Les prix du pétrole ont bondi d’environ 5 %, atteignant leur plus haut niveau en deux semaines, après l’annonce par Washington de nouvelles sanctions ciblées contre les géants russes Rosneft et Lukoil. Ce durcissement, qui vise le cœur du secteur énergétique russe, a aussitôt provoqué un effet domino sur les marchés mondiaux, poussant le Brent à 65,96 dollars le baril et le WTI à 61,83 dollars.
Les sanctions américaines — rapidement suivies par le Royaume-Uni et l’Union européenne — symbolisent une escalade décisive dans la guerre économique entre Washington et Moscou. Les deux compagnies visées, représentant plus de 55 % de la production pétrolière russe, se trouvent désormais exclues de la plupart des transactions en dollars.
« Ces mesures risquent de restreindre les canaux d’exportation du brut russe et de créer un déficit d’approvisionnement sur le marché mondial », estime Neil Wilson, analyste chez Saxo Markets.

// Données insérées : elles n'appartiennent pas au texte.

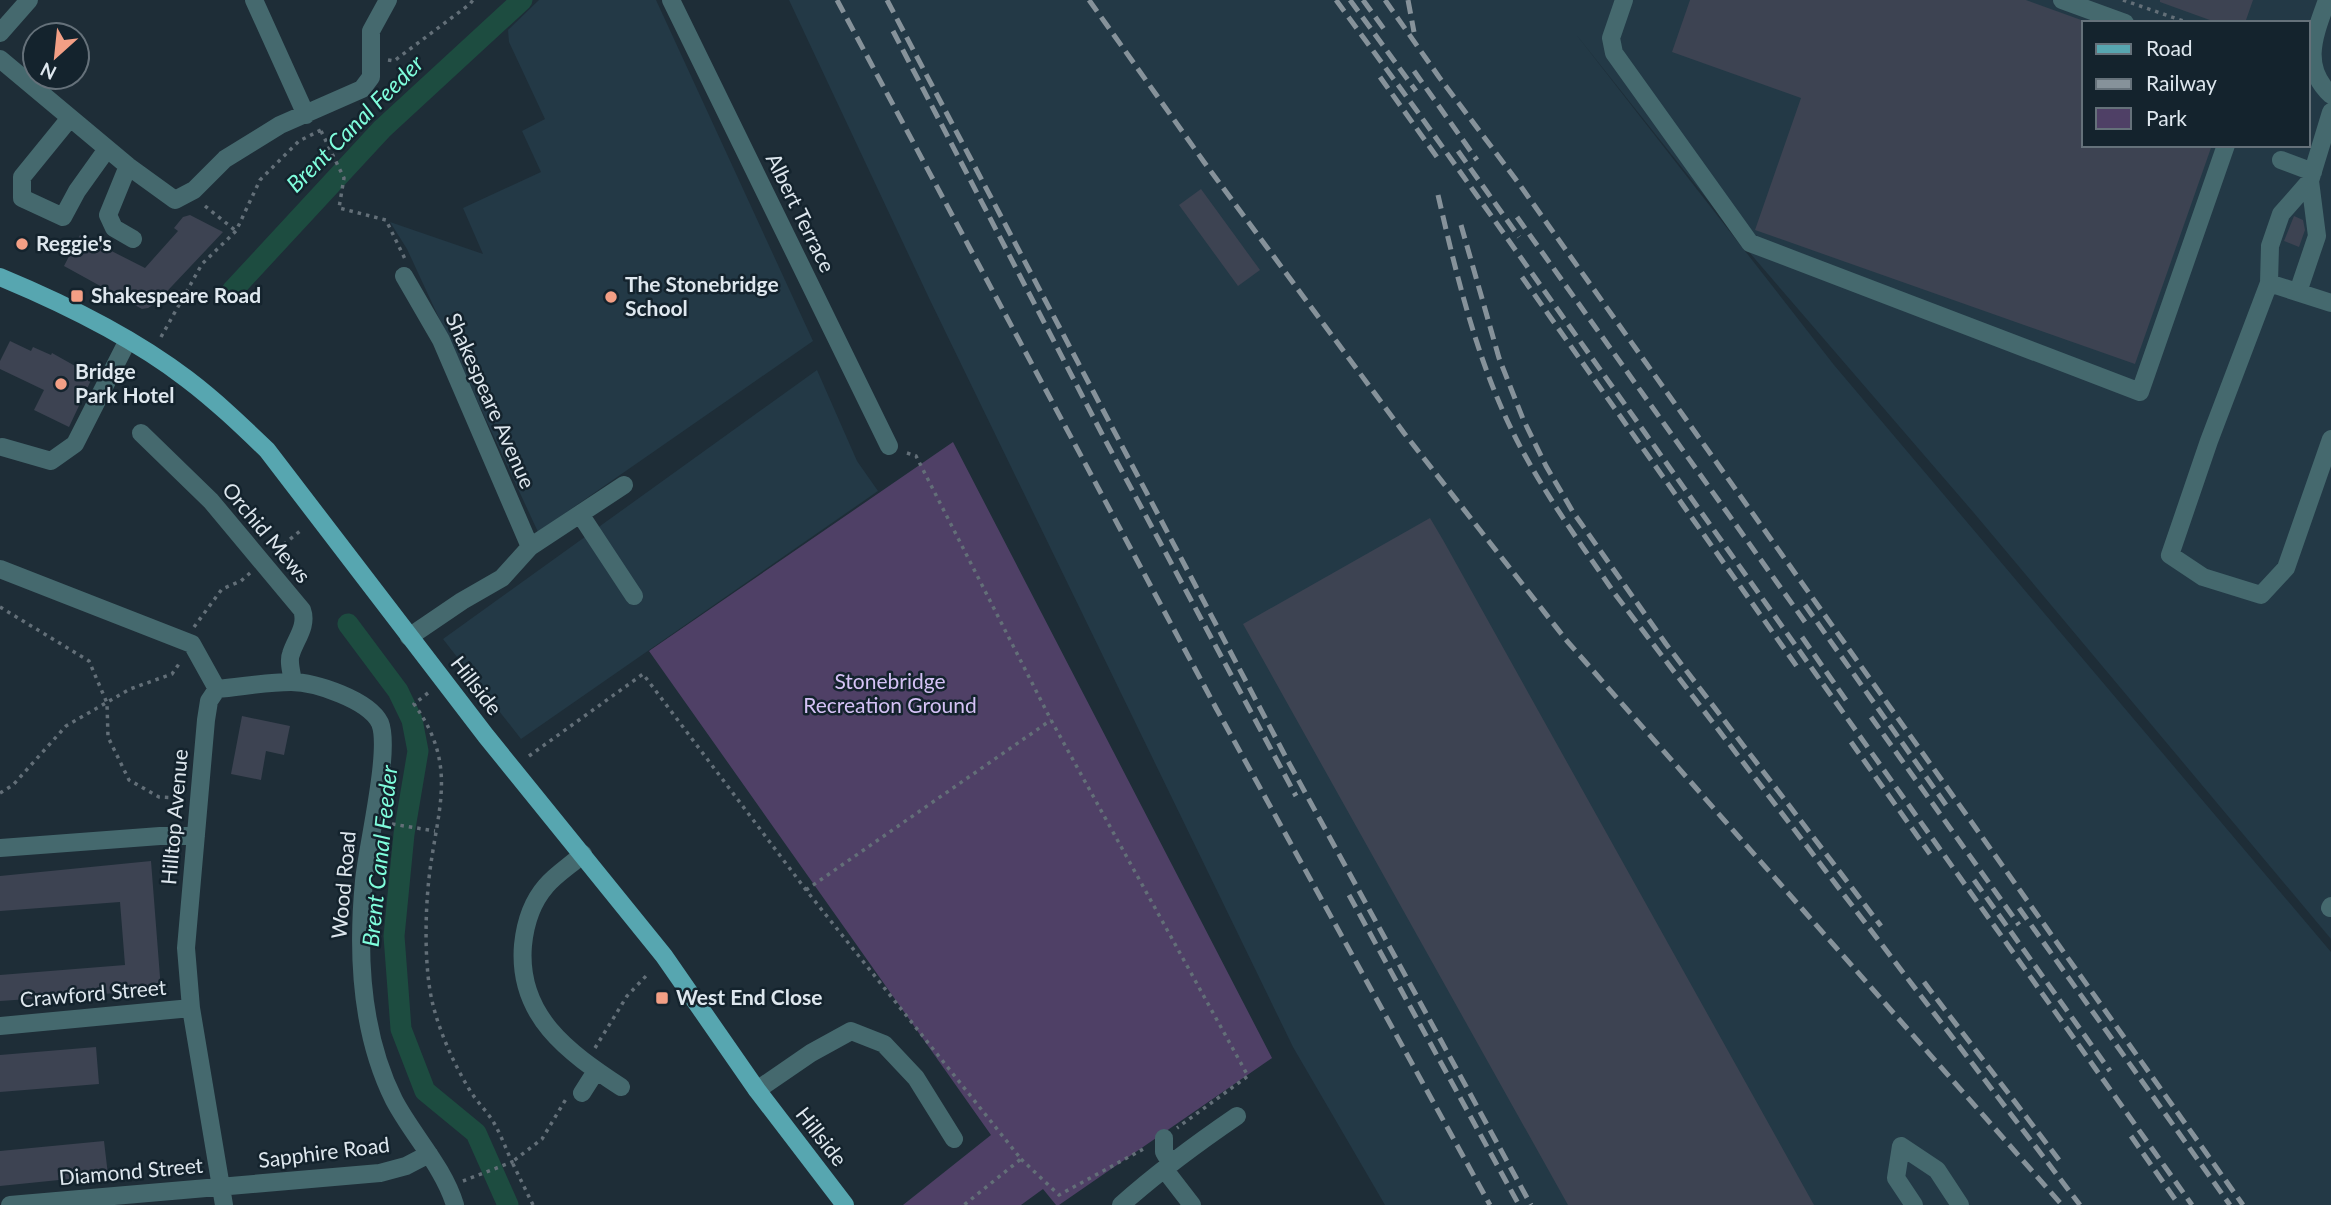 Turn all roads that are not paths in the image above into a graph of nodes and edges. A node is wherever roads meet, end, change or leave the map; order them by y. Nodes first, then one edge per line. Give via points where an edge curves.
1 (29, 0) edge
2 (254, 0) edge
3 (388, 0) edge
4 (671, 0) edge
5 (1624, 0) edge
6 (2062, 0) edge
7 (2327, 0) edge
8 (2120, 21) edge
9 (0, 33) edge
10 (0, 59) edge
11 (2321, 91) edge
12 (2331, 112) edge
13 (309, 113) junction
14 (71, 118) junction
15 (2225, 147) edge
16 (107, 149) junction
17 (2281, 160) dead end
18 (128, 166) junction
19 (2311, 176) junction
20 (133, 239) dead end
21 (404, 276) road end
22 (0, 277) edge
23 (2269, 283) junction
24 (2298, 292) junction
25 (2331, 303) edge
26 (128, 340) junction
27 (141, 433) dead end
28 (2331, 439) edge
29 (888, 446) road end
30 (2, 447) dead end
31 (624, 485) dead end
32 (579, 514) junction
33 (530, 547) junction
34 (0, 569) edge
35 (634, 596) dead end
36 (409, 637) junction
37 (293, 682) junction
38 (217, 689) junction
39 (196, 836) junction
40 (0, 848) edge
41 (583, 854) junction
42 (191, 1007) junction
43 (0, 1026) edge
44 (594, 1069) junction
45 (621, 1087) dead end
46 (757, 1090) junction
47 (582, 1093) dead end
48 (1237, 1116) dead end
49 (1164, 1138) road end
50 (954, 1139) dead end
51 (429, 1154) junction
52 (1168, 1167) junction
53 (223, 1196) edge
54 (44, 1203) edge
55 (9, 1205) edge
56 (455, 1205) edge
57 (845, 1205) edge
58 (1121, 1205) edge
59 (1192, 1205) edge
60 (1914, 1205) edge
61 (1960, 1205) edge

1 - 9 street
2 - 13 street
3 - 13 street via 371,31 370,76 362,89
4 - 29 street, Albert Terrace
5 - 15 street via 1611,38 1614,53 1750,243 2140,392
6 - 8 street
7 - 11 street via 2312,51 2312,67
10 - 14 street
12 - 19 street
13 - 18 street via 225,159 182,197
14 - 16 street
14 - 16 street via 22,177 22,198 63,217
16 - 18 street
17 - 19 street
18 - 20 street via 108,215 114,228
19 - 23 street via 2281,214 2270,247
19 - 24 street via 2317,236
21 - 33 street, Shakespeare Avenue via 441,340
22 - 26 main road, Hillside
23 - 24 street
23 - 28 street via 2170,555 2203,577 2261,595 2286,568
24 - 25 street
26 - 30 street via 75,444 51,461
26 - 36 main road, Hillside via 195,385 267,450
27 - 37 street, Orchid Mews via 211,501 302,610 304,617 289,656
31 - 32 street
32 - 33 street
32 - 35 street
33 - 36 street via 502,578
34 - 38 street via 192,645
36 - 41 main road, Hillside
37 - 38 street, Wood Road
37 - 51 street, Wood Road via 344,695 364,706 379,723 384,748 364,881 361,950 366,1012 394,1100
38 - 39 street, Hilltop Avenue via 209,701
39 - 40 street
39 - 42 street, Hilltop Avenue via 186,948
41 - 44 street via 546,886 534,903 521,964 533,1009 557,1040
41 - 46 main road, Hillside via 664,956
42 - 43 street, Crawford Street
42 - 53 street, Hilltop Avenue
44 - 45 street
44 - 47 street
46 - 50 street via 851,1031 884,1044 916,1078
46 - 57 main road, Hillside
48 - 52 street
49 - 52 street
51 - 53 street, Sapphire Road via 380,1173
51 - 56 street, Wood Road
52 - 58 street
52 - 59 street
53 - 54 street, Diamond Street
54 - 55 street, Diamond Street
60 - 61 street via 1896,1178 1900,1146 1937,1170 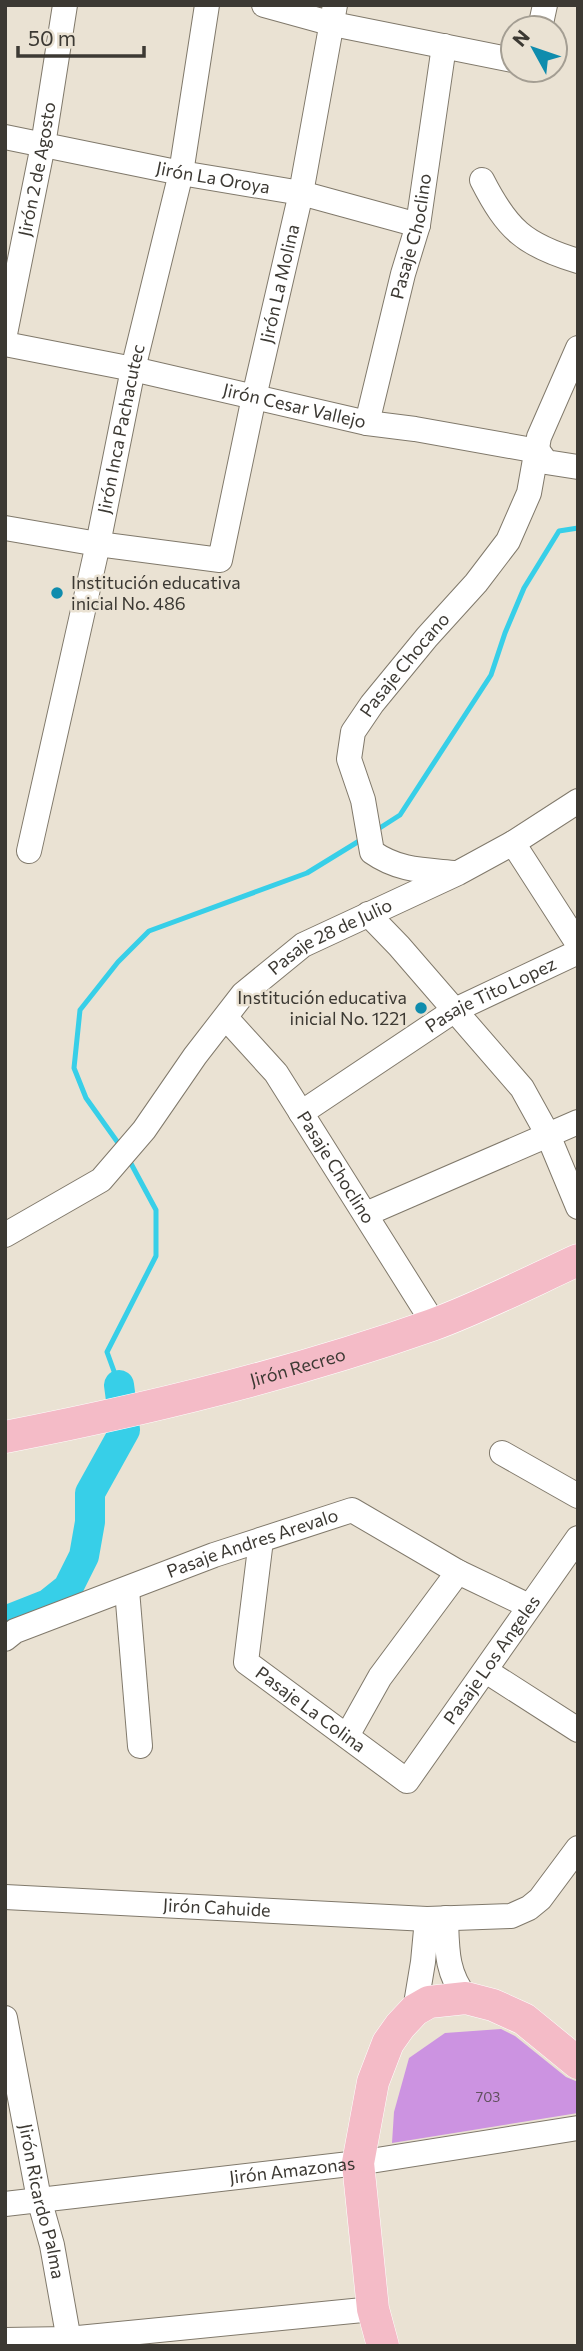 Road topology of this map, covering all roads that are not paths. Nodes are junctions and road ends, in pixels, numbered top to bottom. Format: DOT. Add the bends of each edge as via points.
graph roads {
  1 [pos="65,5"];
  2 [pos="208,5"];
  3 [pos="264,5"];
  4 [pos="334,15"];
  5 [pos="444,46"];
  6 [pos="499,57"];
  7 [pos="5,137"];
  8 [pos="43,145"];
  9 [pos="181,173"];
  10 [pos="482,180"];
  11 [pos="301,193"];
  12 [pos="418,225"];
  13 [pos="578,261"];
  14 [pos="5,334"];
  15 [pos="5,345"];
  16 [pos="578,348"];
  17 [pos="133,369"];
  18 [pos="254,397"];
  19 [pos="367,423"];
  20 [pos="538,451"];
  21 [pos="578,467"];
  22 [pos="5,528"];
  23 [pos="98,544"];
  24 [pos="578,801"];
  25 [pos="513,842"];
  26 [pos="29,851"];
  27 [pos="458,873"];
  28 [pos="368,914"];
  29 [pos="578,944"];
  30 [pos="578,952"];
  31 [pos="456,1010"];
  32 [pos="226,1018"];
  33 [pos="302,1113"];
  34 [pos="578,1122"];
  35 [pos="548,1135"];
  36 [pos="578,1207"];
  37 [pos="366,1214"];
  38 [pos="5,1235"];
  39 [pos="578,1260"];
  40 [pos="435,1324"];
  41 [pos="5,1437"];
  42 [pos="502,1454"];
  43 [pos="578,1496"];
  44 [pos="578,1538"];
  45 [pos="261,1539"];
  46 [pos="458,1572"];
  47 [pos="127,1590"];
  48 [pos="529,1606"];
  49 [pos="5,1639"];
  50 [pos="486,1671"];
  51 [pos="578,1730"];
  52 [pos="346,1736"];
  53 [pos="140,1746"];
  54 [pos="407,1781"];
  55 [pos="578,1848"];
  56 [pos="5,1897"];
  57 [pos="436,1919"];
  58 [pos="466,1998"];
  59 [pos="415,2010"];
  60 [pos="5,2018"];
  61 [pos="578,2063"];
  62 [pos="578,2128"];
  63 [pos="358,2164"];
  64 [pos="39,2199"];
  65 [pos="5,2204"];
  66 [pos="373,2309"];
  67 [pos="5,2340"];
  68 [pos="69,2342"];
  69 [pos="383,2346"];
  1 -- 8 [label="street, Jirón 2 de Agosto"];
  2 -- 9 [label="street, Jirón Inca Pachacutec"];
  3 -- 4 [label="street"];
  4 -- 5 [label="street"];
  4 -- 11 [label="street, Jirón La Molina"];
  5 -- 6 [label="street"];
  5 -- 12 [label="street, Pasaje Choclino"];
  7 -- 8 [label="street, Jirón La Oroya"];
  8 -- 9 [label="street, Jirón La Oroya"];
  8 -- 14 [label="street, Jirón 2 de Agosto"];
  9 -- 11 [label="street, Jirón La Oroya"];
  9 -- 17 [label="street, Jirón Inca Pachacutec"];
  10 -- 13 [label="street" via="509,226 548,252"];
  11 -- 12 [label="street, Jirón La Oroya"];
  11 -- 18 [label="street, Jirón La Molina"];
  12 -- 19 [label="street, Pasaje Choclino"];
  15 -- 17 [label="street, Jirón Cesar Vallejo"];
  16 -- 20 [label="street, Pasaje Chocano" via="539,437"];
  17 -- 18 [label="street, Jirón Cesar Vallejo"];
  17 -- 23 [label="street, Jirón Inca Pachacutec"];
  18 -- 19 [label="street, Jirón Cesar Vallejo"];
  18 -- 23 [label="street, Jirón La Molina" via="220,560"];
  19 -- 20 [label="street, Jirón Cesar Vallejo"];
  20 -- 21 [label="street, Jirón Cesar Vallejo" via="546,462"];
  20 -- 27 [label="street, Pasaje Chocano" via="529,493 508,541 353,732 349,759 363,800 372,852 401,867"];
  22 -- 23 [label="street"];
  23 -- 26 [label="street, Jirón Inca Pachacutec"];
  24 -- 25 [label="street, Pasaje 28 de Julio"];
  25 -- 27 [label="street, Pasaje 28 de Julio"];
  25 -- 29 [label="street"];
  27 -- 28 [label="street, Pasaje 28 de Julio"];
  28 -- 31 [label="street"];
  28 -- 32 [label="street, Pasaje 28 de Julio" via="289,954 254,983"];
  30 -- 31 [label="street, Pasaje Tito Lopez"];
  31 -- 33 [label="street, Pasaje Tito Lopez"];
  31 -- 35 [label="street" via="522,1088"];
  32 -- 33 [label="street, Pasaje Choclino" via="276,1073"];
  32 -- 38 [label="street, Pasaje 28 de Julio" via="101,1180"];
  33 -- 37 [label="street, Pasaje Choclino"];
  34 -- 35 [label="street"];
  35 -- 36 [label="street"];
  35 -- 37 [label="street"];
  37 -- 40 [label="street, Pasaje Choclino"];
  39 -- 40 [label="main road, Jirón Recreo"];
  40 -- 41 [label="main road, Jirón Recreo" via="284,1373 104,1418"];
  42 -- 43 [label="street"];
  44 -- 48 [label="street, Pasaje Los Angeles"];
  45 -- 46 [label="street, Pasaje Andres Arevalo" via="352,1510"];
  45 -- 47 [label="street, Pasaje Andres Arevalo"];
  45 -- 52 [label="street, Pasaje La Colina" via="246,1662"];
  46 -- 48 [label="street, Pasaje Andres Arevalo"];
  46 -- 52 [label="street" via="380,1677"];
  47 -- 49 [label="street, Pasaje Andres Arevalo" via="11,1632"];
  47 -- 53 [label="street"];
  48 -- 50 [label="street, Pasaje Los Angeles"];
  50 -- 51 [label="street"];
  50 -- 54 [label="street, Pasaje Los Angeles"];
  52 -- 54 [label="street, Pasaje La Colina"];
  55 -- 57 [label="street, Jirón Cahuide" via="529,1909 511,1916"];
  56 -- 57 [label="street, Jirón Cahuide"];
  57 -- 58 [label="street" via="451,1974"];
  57 -- 59 [label="street"];
  58 -- 59 [label="main road" via="429,2002"];
  58 -- 61 [label="main road" via="524,2020"];
  59 -- 63 [label="main road" via="388,2043 373,2082"];
  60 -- 64 [label="street, Jirón Ricardo Palma"];
  62 -- 63 [label="street, Jirón Amazonas"];
  63 -- 64 [label="street, Jirón Amazonas"];
  63 -- 66 [label="main road"];
  64 -- 65 [label="street, Jirón Amazonas"];
  64 -- 68 [label="street, Jirón Ricardo Palma"];
  66 -- 68 [label="street"];
  66 -- 69 [label="main road"];
  67 -- 68 [label="street"];
}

Les entreprises publiques chinoises ont suspendu leurs achats de pétrole auprès de Rosneft et Lukoil, redoutant des sanctions secondaires. En Inde, la situation est plus nuancée , les raffineurs privés — dont Reliance Industries — réévaluent leurs contrats mais n’ont pas encore rompu totalement les liens avec les producteurs russes.
Selon des sources gouvernementales indiennes, les nouvelles sanctions américaines compliquent les transactions, sans toutefois menacer directement l’approvisionnement énergétique du pays. Deux ministères clés, celui des Affaires étrangères et celui du Pétrole et du Gaz naturel, suivent de près la situation.
« L’Inde prend ses décisions en gardant à l’esprit la sécurité énergétique de ses 1,4 milliard de citoyens. C’est sa priorité absolue », a déclaré un haut responsable à New Delhi.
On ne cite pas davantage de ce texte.